Channels are the repositories where the events are staged on a agent.
Source adds the events and Sink removes it.
Kafka Channel
The events are stored in a Kafka cluster (must be installed separately). Kafka provides high availability and
replication, so in case an agent or a kafka broker crashes, the events are immediately available to other sinks
The Kafka channel can be used for multiple scenarios:
- With Flume source and sink - it provides a reliable and highly available channel for events
- With Flume source and interceptor but no sink - it allows writing Flume events into a Kafka topic, for use by other apps
- With Flume sink, but no source - it is a low-latency, fault tolerant way to send events from Kafka to Flume sinks such as HDFS, HBase or Solr
This version of Flume requires Kafka version 0.9 or greater due to the reliance on the Kafka clients shipped with that version. The configuration of
the channel has changed compared to previous flume versions.
The configuration parameters are organized as such:
- Configuration values related to the channel generically are applied at the channel config level, eg: a1.channel.k1.type =
- Configuration values related to Kafka or how the Channel operates are prefixed with “kafka.”, (this are analgous to CommonClient Configs) eg: a1.channels.k1.kafka.topic and a1.channels.k1.kafka.bootstrap.servers. This is not dissimilar to how the hdfs sink operates
- Properties specific to the producer/consumer are prefixed by kafka.producer or kafka.consumer
- Where possible, the Kafka paramter names are used, eg: bootstrap.servers and acks
This version of flume is backwards-compatible with previous versions, however deprecated properties are indicated in the table below and a warning message
is logged on startup when they are present in the configuration file.
Required properties are in bold.
Property Name |
Default |
Description |
type |
– |
The component type name, needs to be org.apache.flume.channel.kafka.KafkaChannel |
kafka.bootstrap.servers |
– |
List of brokers in the Kafka cluster used by the channel
This can be a partial list of brokers, but we recommend at least two for HA.

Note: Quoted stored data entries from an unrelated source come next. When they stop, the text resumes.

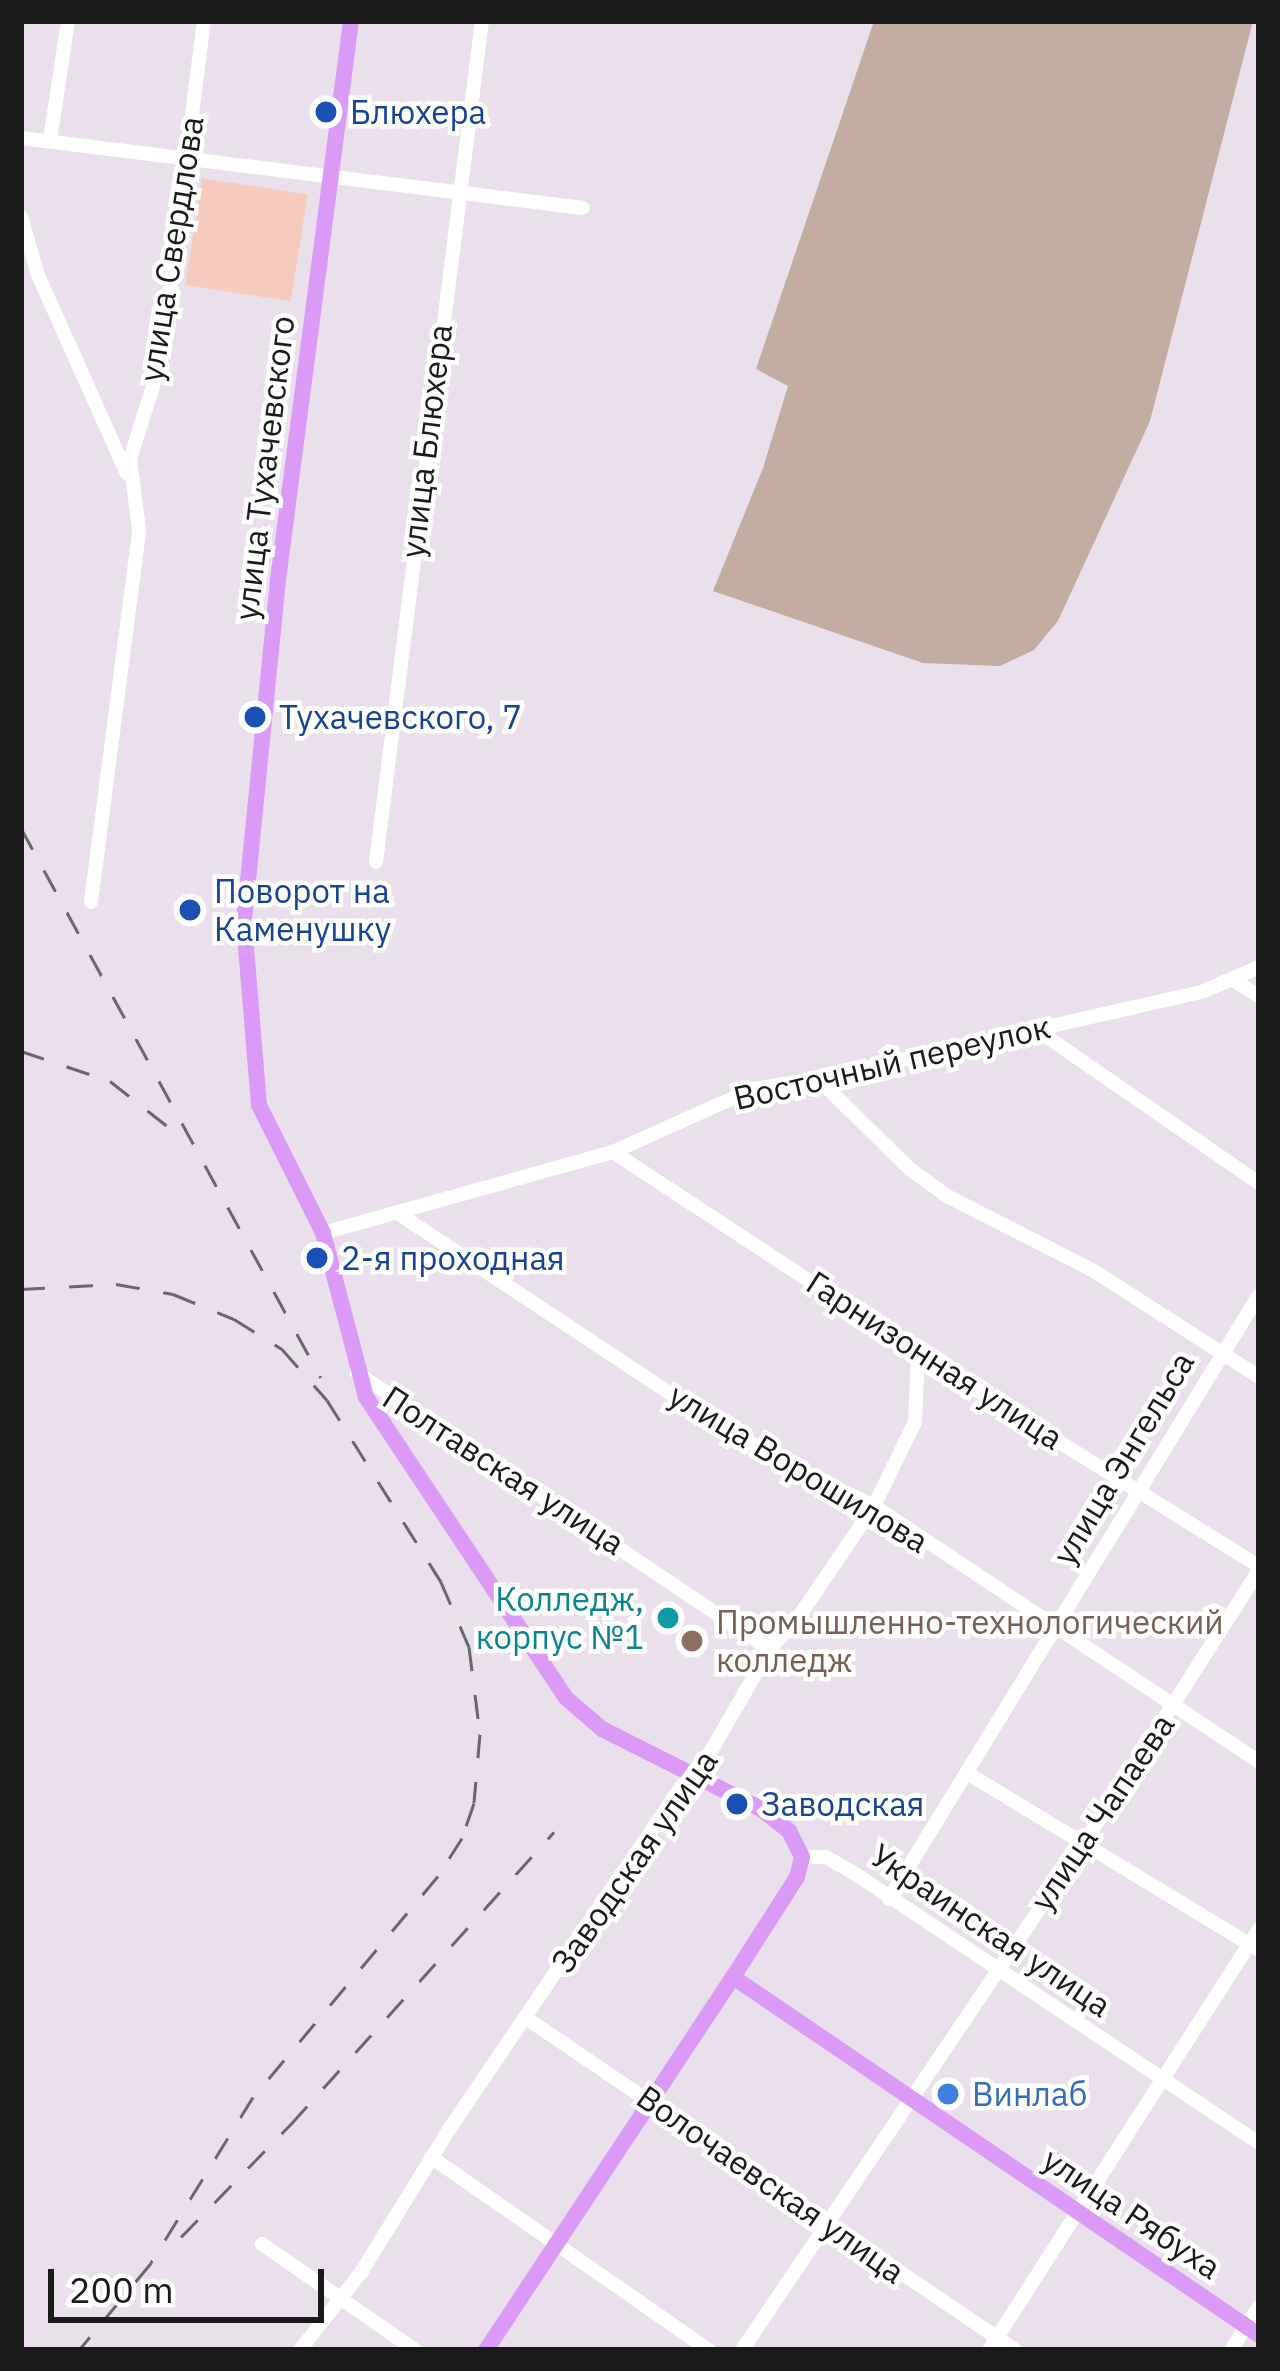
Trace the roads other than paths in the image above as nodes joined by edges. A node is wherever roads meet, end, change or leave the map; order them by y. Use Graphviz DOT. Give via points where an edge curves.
graph roads {
  1 [pos="68,21"];
  2 [pos="204,21"];
  3 [pos="351,21"];
  4 [pos="482,21"];
  5 [pos="21,138"];
  6 [pos="50,140"];
  7 [pos="187,158"];
  8 [pos="332,176"];
  9 [pos="458,191"];
  10 [pos="583,208"];
  11 [pos="21,218"];
  12 [pos="129,478"];
  13 [pos="376,862"];
  14 [pos="91,902"];
  15 [pos="244,923"];
  16 [pos="1259,967"];
  17 [pos="1233,980"];
  18 [pos="1259,996"];
  19 [pos="1034,1028"];
  20 [pos="818,1079"];
  21 [pos="614,1152"];
  22 [pos="1259,1183"];
  23 [pos="399,1214"];
  24 [pos="323,1233"];
  25 [pos="1259,1295"];
  26 [pos="918,1352"];
  27 [pos="1222,1353"];
  28 [pos="357,1372"];
  29 [pos="1259,1377"];
  30 [pos="1139,1490"];
  31 [pos="874,1506"];
  32 [pos="1259,1568"];
  33 [pos="1054,1629"];
  34 [pos="770,1649"];
  35 [pos="1172,1707"];
  36 [pos="1259,1762"];
  37 [pos="695,1771"];
  38 [pos="967,1772"];
  39 [pos="1084,1843"];
  40 [pos="802,1857"];
  41 [pos="889,1899"];
  42 [pos="1259,1929"];
  43 [pos="1254,1947"];
  44 [pos="995,1970"];
  45 [pos="733,1977"];
  46 [pos="526,2018"];
  47 [pos="1160,2079"];
  48 [pos="909,2096"];
  49 [pos="652,2100"];
  50 [pos="1259,2143"];
  51 [pos="431,2157"];
  52 [pos="1078,2212"];
  53 [pos="825,2226"];
  54 [pos="557,2241"];
  55 [pos="262,2244"];
  56 [pos="336,2297"];
  57 [pos="1259,2306"];
  58 [pos="1252,2331"];
  59 [pos="993,2344"];
  60 [pos="300,2350"];
  61 [pos="415,2350"];
  62 [pos="486,2350"];
  63 [pos="709,2350"];
  64 [pos="742,2350"];
  65 [pos="1015,2350"];
  66 [pos="1231,2350"];
  1 -- 6 [label="street"];
  2 -- 7 [label="street, улица Свердлова"];
  3 -- 8 [label="main road, улица Тухачевского"];
  4 -- 9 [label="street, улица Блюхера"];
  5 -- 6 [label="street"];
  6 -- 7 [label="street"];
  7 -- 8 [label="street"];
  7 -- 12 [label="street, улица Свердлова" via="160,364"];
  8 -- 9 [label="street"];
  8 -- 15 [label="main road, улица Тухачевского" via="278,580"];
  9 -- 10 [label="street"];
  9 -- 13 [label="street, улица Блюхера"];
  11 -- 12 [label="street" via="38,275"];
  12 -- 14 [label="street, улица Свердлова" via="139,530"];
  15 -- 24 [label="main road, Украинская улица" via="259,1105"];
  16 -- 17 [label="street, Восточный переулок"];
  17 -- 18 [label="street"];
  17 -- 19 [label="street, Восточный переулок"];
  19 -- 20 [label="street, Восточный переулок"];
  19 -- 22 [label="street"];
  20 -- 21 [label="street, Восточный переулок" via="753,1089"];
  20 -- 27 [label="street" via="926,1182 1094,1271"];
  21 -- 23 [label="street, Восточный переулок"];
  21 -- 26 [label="street, Гарнизонная улица"];
  23 -- 24 [label="street, Восточный переулок"];
  23 -- 31 [label="street, улица Ворошилова" via="682,1401"];
  24 -- 28 [label="main road, Украинская улица"];
  25 -- 27 [label="street, улица Энгельса"];
  26 -- 30 [label="street, Гарнизонная улица"];
  26 -- 31 [label="street, Заводская улица" via="915,1422"];
  27 -- 29 [label="street"];
  27 -- 30 [label="street, улица Энгельса"];
  28 -- 34 [label="street, Полтавская улица"];
  28 -- 37 [label="main road, Украинская улица" via="378,1418 570,1703 602,1729"];
  30 -- 32 [label="street, Гарнизонная улица"];
  30 -- 33 [label="street, улица Энгельса"];
  31 -- 33 [label="street, улица Ворошилова"];
  31 -- 34 [label="street, Заводская улица"];
  32 -- 35 [label="street, улица Чапаева"];
  33 -- 35 [label="street, улица Ворошилова"];
  33 -- 38 [label="street, улица Энгельса"];
  34 -- 37 [label="street, Заводская улица"];
  35 -- 36 [label="street, улица Ворошилова"];
  35 -- 39 [label="street, улица Чапаева"];
  37 -- 40 [label="main road, Украинская улица" via="783,1825"];
  37 -- 46 [label="street, Заводская улица"];
  38 -- 39 [label="street"];
  38 -- 41 [label="street, улица Энгельса"];
  39 -- 43 [label="street"];
  39 -- 44 [label="street, улица Чапаева"];
  40 -- 41 [label="street, Украинская улица" via="826,1858"];
  40 -- 45 [label="main road"];
  41 -- 44 [label="street, Украинская улица"];
  42 -- 43 [label="street"];
  43 -- 47 [label="street"];
  44 -- 47 [label="street, Украинская улица"];
  44 -- 48 [label="street, улица Чапаева"];
  45 -- 48 [label="main road, улица Рябуха"];
  45 -- 49 [label="main road"];
  46 -- 49 [label="street, Волочаевская улица"];
  46 -- 51 [label="street, Заводская улица"];
  47 -- 50 [label="street, Украинская улица"];
  47 -- 52 [label="street"];
  48 -- 52 [label="main road, улица Рябуха"];
  48 -- 53 [label="street, улица Чапаева"];
  49 -- 53 [label="street, Волочаевская улица"];
  49 -- 54 [label="main road"];
  51 -- 54 [label="street"];
  51 -- 56 [label="street, Заводская улица" via="362,2270"];
  52 -- 58 [label="main road, улица Рябуха"];
  52 -- 59 [label="street"];
  53 -- 59 [label="street, Волочаевская улица"];
  53 -- 64 [label="street, улица Чапаева"];
  54 -- 62 [label="main road"];
  54 -- 63 [label="street"];
  55 -- 56 [label="street"];
  56 -- 60 [label="street, Заводская улица"];
  56 -- 61 [label="street"];
  57 -- 58 [label="street"];
  58 -- 66 [label="street"];
  59 -- 65 [label="street, Волочаевская улица"];
}
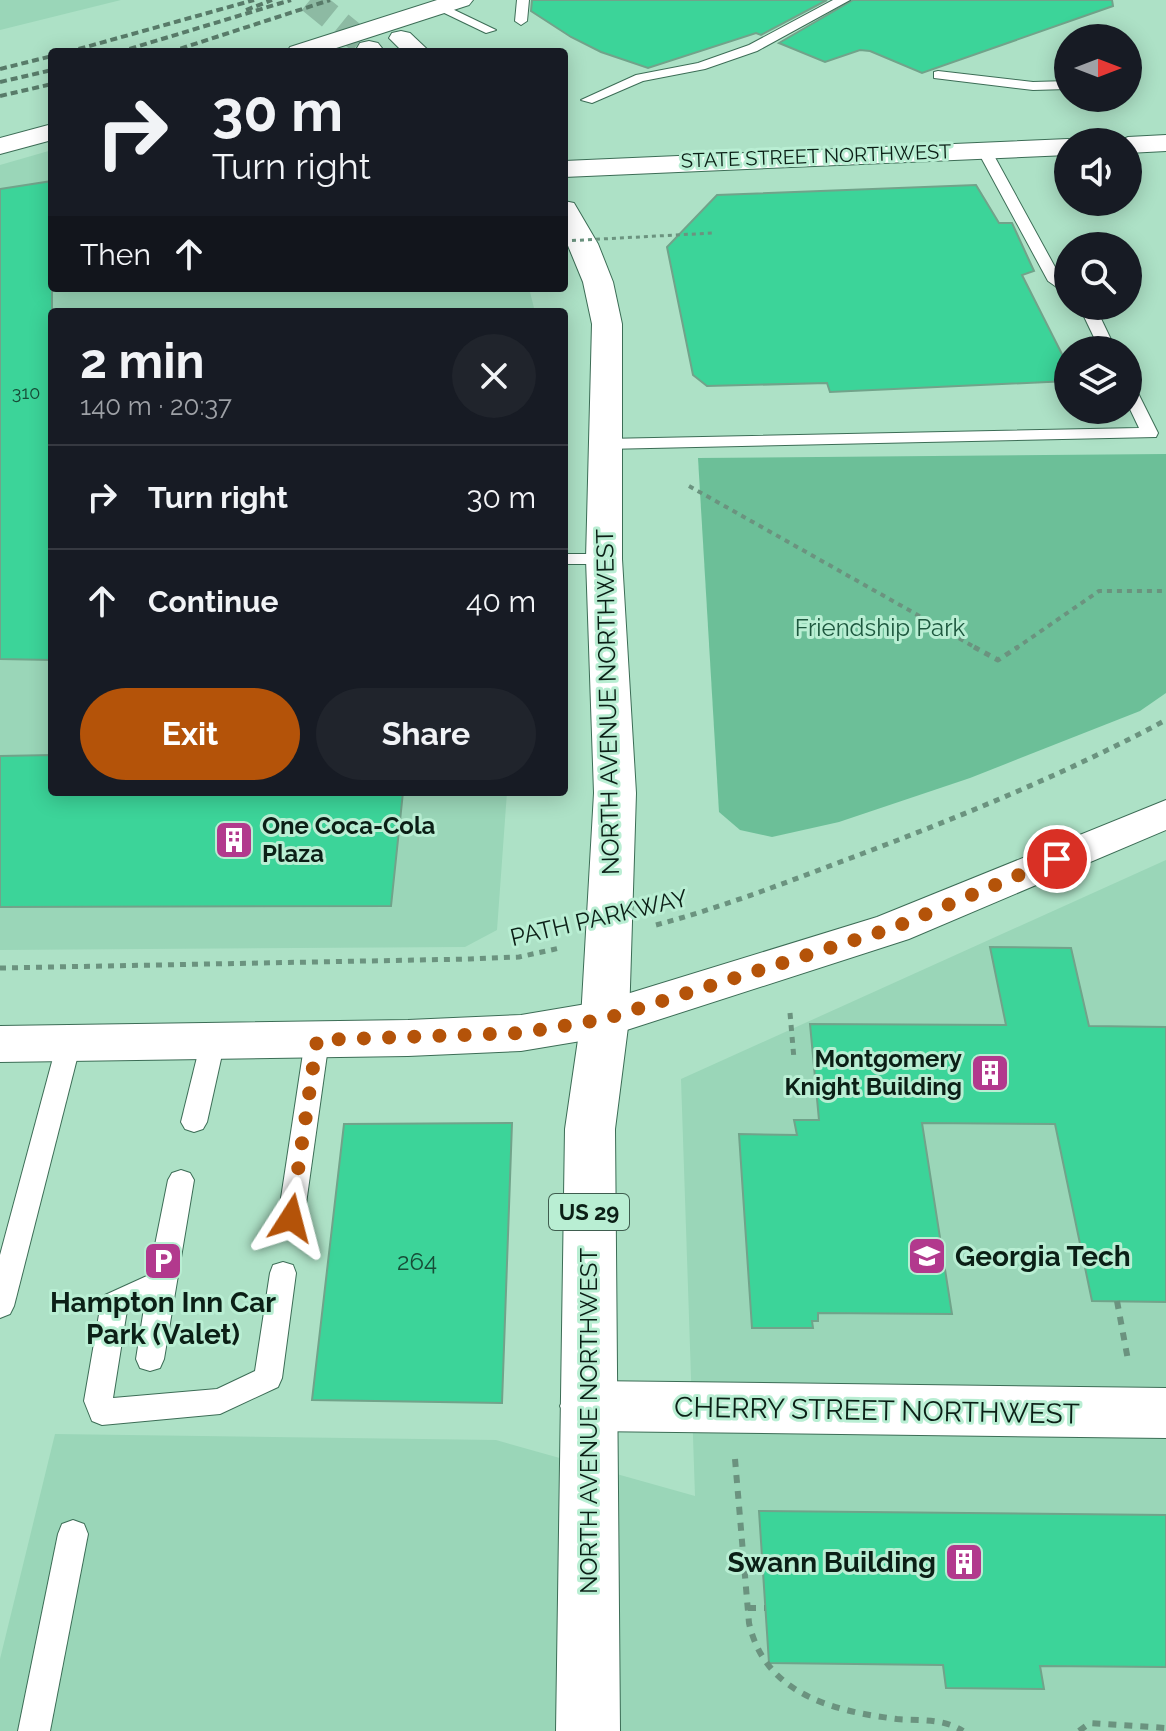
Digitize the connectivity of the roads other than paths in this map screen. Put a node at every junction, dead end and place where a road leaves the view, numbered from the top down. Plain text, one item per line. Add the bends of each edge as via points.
1 (523, 0) edge
2 (844, 0) edge
3 (451, 3) edge
4 (521, 21) dead end
5 (480, 33) dead end
6 (312, 48) edge
7 (938, 75) dead end
8 (1054, 85) edge
9 (587, 100) dead end
10 (48, 133) edge
11 (1166, 143) edge
12 (1142, 144) edge
13 (0, 146) edge
14 (1054, 148) edge
15 (984, 150) junction
16 (568, 169) edge
17 (568, 216) edge
18 (1054, 279) edge
19 (1142, 417) edge
20 (605, 444) junction
21 (568, 559) edge
22 (604, 559) junction
23 (1166, 814) edge
24 (605, 1019) junction
25 (317, 1040) junction
26 (213, 1041) junction
27 (69, 1043) junction
28 (0, 1044) edge
29 (194, 1122) dead end
30 (181, 1180) dead end
31 (291, 1218) dead end
32 (283, 1273) dead end
33 (161, 1282) junction
34 (0, 1306) edge
35 (150, 1359) dead end
36 (589, 1406) junction
37 (1166, 1413) edge
38 (73, 1534) dead end
39 (34, 1731) edge
40 (588, 1731) edge

1 - 4 lane
2 - 9 lane via 753,48 701,66 640,78
3 - 5 lane via 490,30
3 - 6 main road
7 - 8 lane
10 - 13 main road
11 - 12 street
14 - 15 street, STATE STREET NORTHWEST
15 - 16 street, STATE STREET NORTHWEST
15 - 18 lane
17 - 20 main road, NORTH AVENUE NORTHWEST / US 29 via 598,282 607,324
19 - 20 lane via 1150,433
20 - 22 main road, NORTH AVENUE NORTHWEST / US 29
21 - 22 lane
22 - 24 main road, NORTH AVENUE NORTHWEST / US 29 via 615,778
23 - 24 main road via 893,928
24 - 25 main road via 521,1033
24 - 36 main road, NORTH AVENUE NORTHWEST / US 29 via 590,1129
25 - 26 main road
25 - 31 lane
26 - 27 main road
26 - 29 lane
27 - 28 main road
27 - 34 lane
30 - 33 lane
32 - 33 lane via 268,1378 220,1401 102,1412 98,1401 115,1303
33 - 35 lane
36 - 37 main road, CHERRY STREET NORTHWEST
36 - 40 main road, NORTH AVENUE NORTHWEST / US 29
38 - 39 lane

The format is comma separated list of hostname:port |
kafka.topic |
flume-channel |
Kafka topic which the channel will use |
kafka.consumer.group.id |
flume |
Consumer group ID the channel uses to register with Kafka.
Multiple channels must use the same topic and group to ensure that when one agent fails another can get the data
Note that having non-channel consumers with the same ID can lead to data loss. |
parseAsFlumeEvent |
true |
Expecting Avro datums with FlumeEvent schema in the channel.
This should be true if Flume source is writing to the channel and false if other producers are
writing into the topic that the channel is using. Flume source messages to Kafka can be parsed outside of Flume by using
org.apache.flume.source.avro.AvroFlumeEvent provided by the flume-ng-sdk artifact |
migrateZookeeperOffsets |
true |
When no Kafka stored offset is found, look up the offsets in Zookeeper and commit them to Kafka.
This should be true to support seamless Kafka client migration from older versions of Flume. Once migrated this can be set
to false, though that should generally not be required. If no Zookeeper offset is found the kafka.consumer.auto.offset.reset
configuration defines how offsets are handled. |
pollTimeout |
500 |
The amount of time(in milliseconds) to wait in the “poll()” call of the consumer.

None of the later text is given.